In an article last week, the UK Telegraph‘s Isambard Wilkinson wrote, “Pakistan’s foreign exchange reserves are so low that the country can only afford one month of imports and faces possible bankruptcy.” The news agency added, “Officially, the central bank holds $8.14 billion (£4.65 billion) of foreign currency, but if forward liabilities are included, the real reserves may be only $3 billion – enough to buy about 30 days of imports like oil and food.” In comparison, Pakistan had $16 billion in coffers just nine months ago. The Pakistani rupee has lost more than 21 percent of its value so far this year and inflation now runs at 25 percent. Moreover, the rise in world prices has driven Pakistan’s food and oil bill up by a third since 2007.
Why is this significant? According to the Telegraph,
Given the country’s standing as a frontline state in the US-led “war on terrorism”, the economic crisis has profound consequences. Pakistan already faces worsening security as the army clashes with militants in the lawless Tribal Areas on the north-west frontier with Afghanistan…The economic crisis has already placed the future of the new government in doubt after the transition to a civilian rule.
Today, the AFP also framed Pakistan’s bankruptcy threat in light of these security fears. Pakistan, the news agency wrote, “has been forced to seek 10 billion dollars from western backers to stave of the threat of going bankrupt as early as February 2009.” The AFP added, “The biggest impact of Pakistan’s economic problems could be on its battle against extremism near the Afghan border…The country is still reeling from the bombing last month of the Islamabad Marriott Hotel, one of the few remaining symbols of foreign investment.” Talat Masood, a retired general and leading security analyst told the AFP,
Economic hardship and the militancy are directly linked…People become more vulnerable to exploitation by militant forces, who always take advantage of public deprivation…Also, for Pakistan’s huge army, economic problems make it impossible to sustain and upgrade the necessary equipment to wage counter-insurgency and counter-terrorism operations.
For now, the government denies that Pakistan is even facing a balance of payments crisis, although they do admit “outside help is necessary to stabilize a crucial nexus of fears over Islamic extremism and atomic proliferation.” Syed Naveed Qamar, Pakistan’s finance minister until this past Friday [when he was moved to the shipping and privatisation portfolios], stated, “The present economic situation is a difficult challenge for us but we’ll certainly overcome it soon…Friends of Pakistan are also helping us.” Both state bank governor Shamshad Akhtar and financial advisor to PM Gilani, Shaukat Tareen have traveled to Washington “to secure the 10 billion lifeline,” reported the AFP. So far, reported the Daily Times, “The World Bank has pledged to provide $1.4 billion support for Pakistan in the current year, which can be used to expedite investment projects and budgetary lending.” The news agency added, “Tareen urged donors to support Pakistan’s efforts to pull itself out of the economic crisis.”

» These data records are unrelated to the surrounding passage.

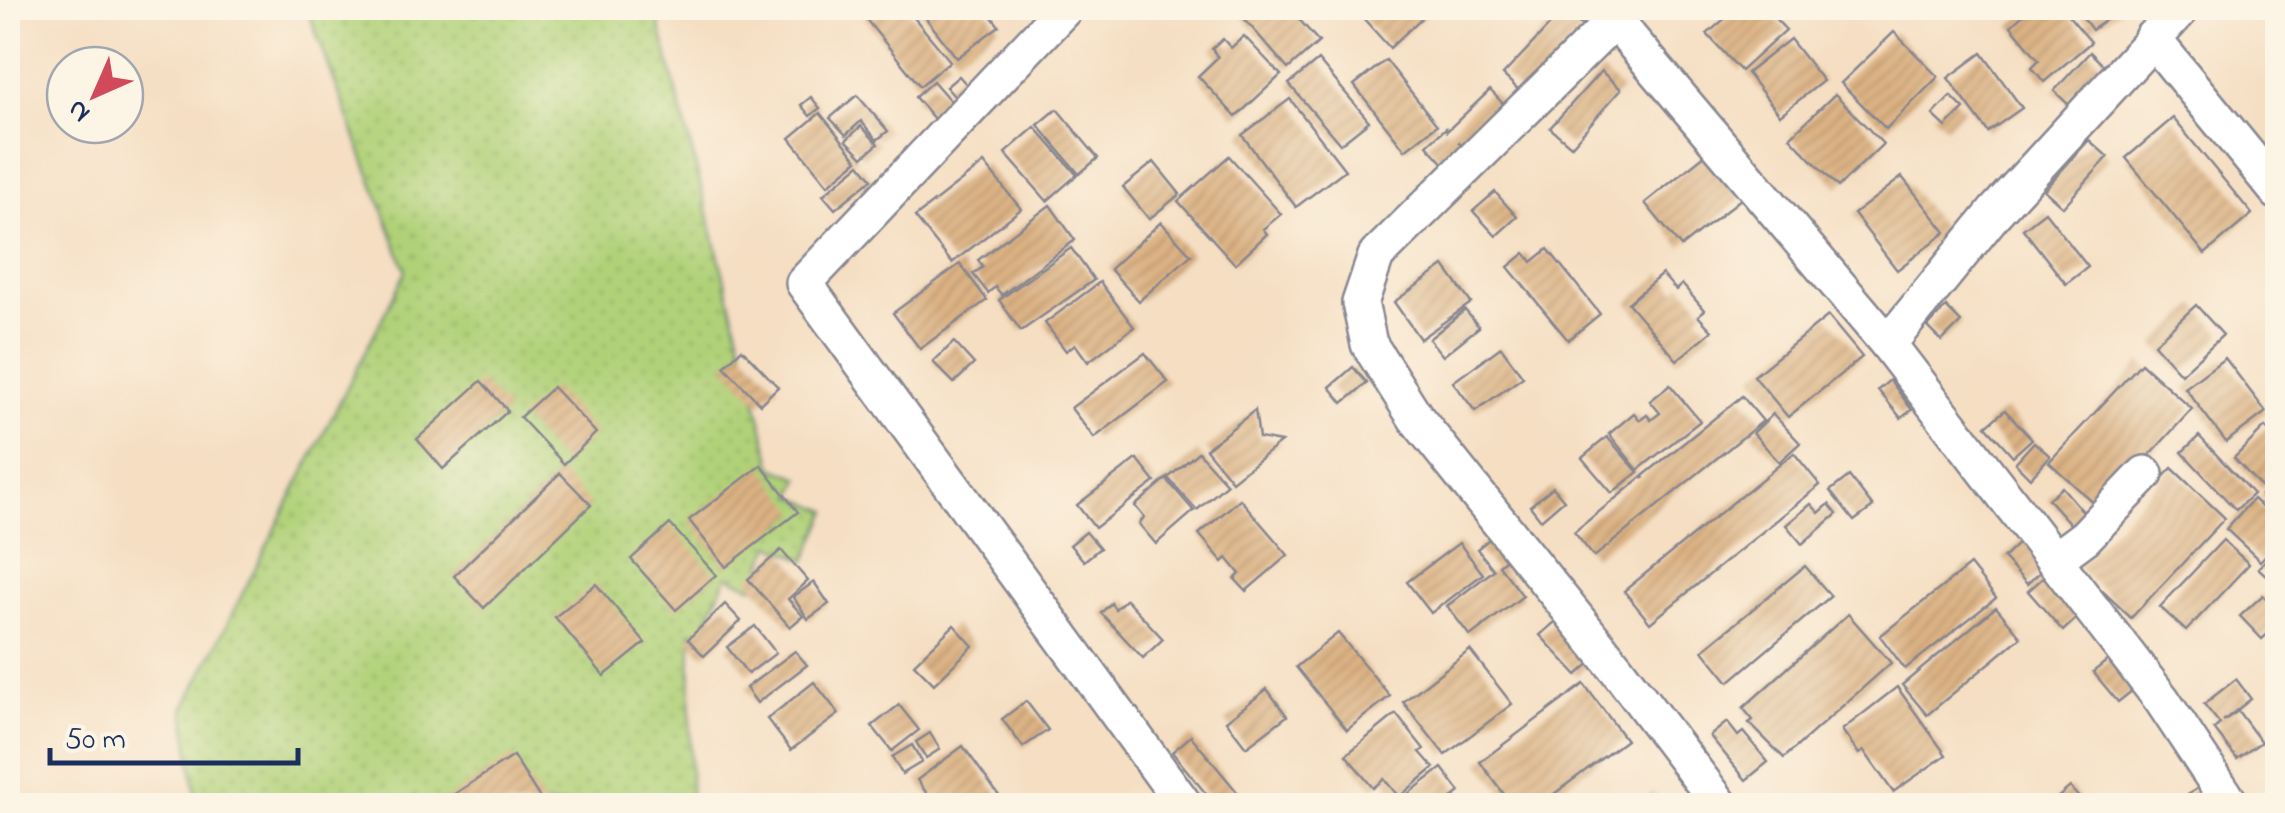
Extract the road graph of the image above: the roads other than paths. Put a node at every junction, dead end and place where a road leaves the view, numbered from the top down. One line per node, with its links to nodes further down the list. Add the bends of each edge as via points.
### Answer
1 (1065, 8): 9 (street, via 804,283)
2 (2182, 8): 4 (street)
3 (1615, 12): 6 (street); 10 (street, via 1376,256 1360,304 1369,344 1416,418)
4 (2152, 38): 5 (street); 6 (street, via 1995,212)
5 (2278, 192)
6 (1888, 344): 8 (street)
7 (2145, 474): 8 (street)
8 (2054, 560): 11 (street, via 2162,700)
9 (1185, 806)
10 (1721, 806)
11 (2232, 806)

Qamar said the government had adopted a “multi-pronged strategy”, adding that it was benefiting from the recent fall in oil prices and was also getting record remittances from Pakistanis living abroad. However, much like many other countries right now, a lot will be required to pull Pakistan out of this financial crisis, [also see related post on the crisis], and stave off bankruptcy fears. Let’s hope the burgeoning security issues aren’t increasingly complicated in the process. As Newsweek’s Fareed Zakaria aptly put it,
Pakistan’s resolve against terrorism will be severely tested if the economy continues to weaken. The government, which is seeking $100 billion in aid and soft loans for the next five years, has organized the Friends of Pakistan forum and received commitments from several quarters, including the U.S. Congress, that will bring in capital easing pressure on both the government and the public. Many hope that Zardari, who has proved to be a savvy dealmaker, will be able turn things around. But, as the S&P notes in its report, “multilateral and bilateral aid, including deferred oil-payment schemes, may not be timely enough.”